A preeminent figure in the history of American art, Edward Hopper began his career in relative obscurity. Although he sold his first painting in 1913, it would be more than 10 years before he sold another. He instead sustained himself as a commercial illustrator and channeled his personal artistic efforts into an incredibly rich period of etching. The resulting prints reveal his transformation into the great painter of the American scene we know today.
The etchings, paintings, watercolors, and drawings on view here, spanning four decades of Hopper’s career, reveal his abiding interest in humble scenes of everyday life and in uniquely American content. He was motivated by the ideas of his teacher Robert Henri, a member of The Eight, a group of artists who stood in opposition of European art and the growing popularity of modern abstraction.
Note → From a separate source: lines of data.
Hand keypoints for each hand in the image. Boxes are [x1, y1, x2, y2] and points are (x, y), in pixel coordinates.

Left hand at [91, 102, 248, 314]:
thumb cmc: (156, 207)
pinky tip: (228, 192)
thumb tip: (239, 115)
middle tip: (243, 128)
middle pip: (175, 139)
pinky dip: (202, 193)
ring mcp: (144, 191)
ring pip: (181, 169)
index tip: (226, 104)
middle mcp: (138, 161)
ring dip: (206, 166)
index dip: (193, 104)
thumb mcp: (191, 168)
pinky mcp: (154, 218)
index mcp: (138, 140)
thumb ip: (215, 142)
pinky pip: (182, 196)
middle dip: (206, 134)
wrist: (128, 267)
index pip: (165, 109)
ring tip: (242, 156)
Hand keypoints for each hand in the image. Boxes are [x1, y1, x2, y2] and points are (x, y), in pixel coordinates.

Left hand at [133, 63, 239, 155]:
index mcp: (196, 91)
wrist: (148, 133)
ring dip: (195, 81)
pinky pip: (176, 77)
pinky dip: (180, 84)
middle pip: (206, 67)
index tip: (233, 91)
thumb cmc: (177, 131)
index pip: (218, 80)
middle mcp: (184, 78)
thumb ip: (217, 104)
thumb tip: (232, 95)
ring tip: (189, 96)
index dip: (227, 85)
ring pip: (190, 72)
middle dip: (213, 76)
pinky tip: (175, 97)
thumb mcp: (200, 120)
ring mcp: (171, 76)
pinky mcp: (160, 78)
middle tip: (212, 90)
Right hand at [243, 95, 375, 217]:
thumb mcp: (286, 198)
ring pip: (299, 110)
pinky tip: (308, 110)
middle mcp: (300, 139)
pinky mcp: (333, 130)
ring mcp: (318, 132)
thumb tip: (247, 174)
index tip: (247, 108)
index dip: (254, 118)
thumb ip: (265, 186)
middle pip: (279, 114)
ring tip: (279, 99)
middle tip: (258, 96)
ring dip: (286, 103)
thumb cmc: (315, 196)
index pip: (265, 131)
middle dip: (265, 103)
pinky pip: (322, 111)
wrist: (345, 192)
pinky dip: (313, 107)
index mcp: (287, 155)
But while The Eight focused primarily on urban life, Hopper’s America encapsulates rural landscapes, lone figures, sailboats, and old architecture. These favorite subjects, some appearing first in his etchings, were dominant themes throughout his career, often serving as vehicles for explorations of light and form.
On view in Carnegie Museum of Art Collects Edward Hopper is every work by Hopper in the collection of Carnegie Museum of Art, spanning every medium he employed. Never before exhibited together, they reveal the development of an iconic American master, and shed light on the influences that produced his instantly recognizable style.